The initial cephalometric radiograph cleary shows just how far the extra tooth's development pushed the central incisor out of position.



To correct this problem and bring the impacted central incisor into position, we placed limited braces along with a transpalatal arch bar and referred him to an oral surgeon to attach a button and gold chain to the impacted incisor. The button and chain allow the orthodontist to gradually guide the tooth in by applying orthodontic traction in desired directions periodically. The surgeon determined that the extra tooth was too close to the incisor needing to be moved so he wanted to perform a second surgery later to remove the extra tooth once there would be minimal risk of damage to adjacent teeth.

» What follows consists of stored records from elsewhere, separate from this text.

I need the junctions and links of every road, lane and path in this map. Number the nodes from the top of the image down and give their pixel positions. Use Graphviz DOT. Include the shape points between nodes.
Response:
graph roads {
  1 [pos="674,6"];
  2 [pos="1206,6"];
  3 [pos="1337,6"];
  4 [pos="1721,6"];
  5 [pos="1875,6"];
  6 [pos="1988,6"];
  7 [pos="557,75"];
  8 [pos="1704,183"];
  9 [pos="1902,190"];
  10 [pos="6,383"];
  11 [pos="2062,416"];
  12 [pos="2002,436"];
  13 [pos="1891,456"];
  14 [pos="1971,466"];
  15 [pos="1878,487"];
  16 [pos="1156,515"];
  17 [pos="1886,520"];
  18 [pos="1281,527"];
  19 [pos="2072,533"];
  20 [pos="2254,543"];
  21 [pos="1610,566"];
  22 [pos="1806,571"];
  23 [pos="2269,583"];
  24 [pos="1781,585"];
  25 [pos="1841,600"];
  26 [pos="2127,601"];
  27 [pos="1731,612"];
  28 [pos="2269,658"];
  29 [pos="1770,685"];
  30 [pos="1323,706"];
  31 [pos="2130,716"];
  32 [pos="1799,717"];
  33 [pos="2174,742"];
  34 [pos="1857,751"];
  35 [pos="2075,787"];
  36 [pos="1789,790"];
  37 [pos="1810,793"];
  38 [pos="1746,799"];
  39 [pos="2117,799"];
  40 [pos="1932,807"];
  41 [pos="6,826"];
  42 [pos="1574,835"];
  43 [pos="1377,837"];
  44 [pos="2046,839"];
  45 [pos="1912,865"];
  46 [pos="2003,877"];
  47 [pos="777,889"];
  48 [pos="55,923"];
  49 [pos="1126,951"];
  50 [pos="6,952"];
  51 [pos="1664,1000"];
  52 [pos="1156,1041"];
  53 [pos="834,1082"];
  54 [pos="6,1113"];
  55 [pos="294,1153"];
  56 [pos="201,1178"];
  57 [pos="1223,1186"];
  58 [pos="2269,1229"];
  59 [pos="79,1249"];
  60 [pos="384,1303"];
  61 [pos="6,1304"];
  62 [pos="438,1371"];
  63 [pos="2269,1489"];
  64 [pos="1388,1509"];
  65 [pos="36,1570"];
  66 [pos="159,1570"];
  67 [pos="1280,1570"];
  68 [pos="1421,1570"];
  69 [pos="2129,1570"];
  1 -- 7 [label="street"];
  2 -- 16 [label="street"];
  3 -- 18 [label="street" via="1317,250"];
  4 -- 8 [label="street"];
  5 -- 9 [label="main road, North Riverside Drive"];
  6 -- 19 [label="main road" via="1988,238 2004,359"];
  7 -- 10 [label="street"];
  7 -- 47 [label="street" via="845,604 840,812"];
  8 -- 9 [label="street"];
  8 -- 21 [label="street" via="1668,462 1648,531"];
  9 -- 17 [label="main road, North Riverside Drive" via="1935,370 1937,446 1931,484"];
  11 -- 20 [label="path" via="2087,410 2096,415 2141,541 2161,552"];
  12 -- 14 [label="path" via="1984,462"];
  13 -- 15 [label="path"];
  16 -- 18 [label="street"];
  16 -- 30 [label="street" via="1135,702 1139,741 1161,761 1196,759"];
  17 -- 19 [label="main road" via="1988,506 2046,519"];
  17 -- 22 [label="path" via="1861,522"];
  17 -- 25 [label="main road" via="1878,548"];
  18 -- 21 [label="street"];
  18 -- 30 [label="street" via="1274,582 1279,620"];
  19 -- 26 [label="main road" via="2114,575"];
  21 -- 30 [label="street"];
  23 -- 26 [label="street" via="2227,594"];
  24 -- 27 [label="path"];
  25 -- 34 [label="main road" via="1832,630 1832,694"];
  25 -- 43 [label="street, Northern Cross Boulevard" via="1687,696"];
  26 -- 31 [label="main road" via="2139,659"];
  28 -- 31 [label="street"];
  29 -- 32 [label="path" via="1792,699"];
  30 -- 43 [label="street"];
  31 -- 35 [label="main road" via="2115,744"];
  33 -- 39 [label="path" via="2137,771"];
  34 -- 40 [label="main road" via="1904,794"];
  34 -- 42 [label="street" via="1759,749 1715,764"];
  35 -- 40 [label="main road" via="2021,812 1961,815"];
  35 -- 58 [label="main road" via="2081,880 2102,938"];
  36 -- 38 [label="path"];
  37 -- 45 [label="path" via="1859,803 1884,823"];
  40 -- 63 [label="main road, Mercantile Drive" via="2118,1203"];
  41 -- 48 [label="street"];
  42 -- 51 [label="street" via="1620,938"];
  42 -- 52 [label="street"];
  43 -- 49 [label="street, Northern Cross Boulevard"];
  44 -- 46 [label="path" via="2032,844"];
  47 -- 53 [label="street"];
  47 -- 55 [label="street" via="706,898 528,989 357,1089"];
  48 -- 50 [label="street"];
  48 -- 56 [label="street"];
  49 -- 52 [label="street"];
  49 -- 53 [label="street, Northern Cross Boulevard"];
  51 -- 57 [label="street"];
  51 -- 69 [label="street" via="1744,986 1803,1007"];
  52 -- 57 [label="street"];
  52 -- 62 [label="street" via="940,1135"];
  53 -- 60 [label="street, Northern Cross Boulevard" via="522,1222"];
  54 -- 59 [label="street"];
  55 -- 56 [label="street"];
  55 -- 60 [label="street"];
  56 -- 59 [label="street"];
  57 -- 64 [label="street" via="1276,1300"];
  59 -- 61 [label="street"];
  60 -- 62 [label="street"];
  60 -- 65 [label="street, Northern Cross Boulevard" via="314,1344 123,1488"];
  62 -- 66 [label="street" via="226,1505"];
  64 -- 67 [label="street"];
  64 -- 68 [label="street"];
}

The following photo is following the surgery with our orthodontic appliances in place:


We started seeing him once per month to apply orthodontic traction with an elastic thread usually and gradually bring the tooth in. The discomfort associated with activation is usually minimal and lasts for just a few minutes. The patient did great at every appointment.

This panoramic radiograph shows the attachment of the gold chain to the lingual (backside of the tooth):


The next progress panoramic radiograph shows the position of the central incisor after 6 months of activation. The supernumerary tooth is much more visible also, so it was decided that it was time for a second visit to the oral surgeon to now remove the extra tooth safely now that the central was not so close and move the button from the underside of the tooth to the more ideal position on the front side of the tooth:


Here is the tooth 10 months after starting traction with the button now on the facial but still a lot of root movement needed to get the tooth into the right angulation:



And finally here is the final photo and panoramic radiograph. The central incisor has good root form and is fully vital making the case a great success. We are currently giving him a little break and will start his comprehensive orthodontic treatment with full braces once the rest of his permanent teeth finish erupting to ideally align all teeth, even the vertical position of the central incisors a little better and perfect his bite. Needless to say he was very excited to have that front tooth finally!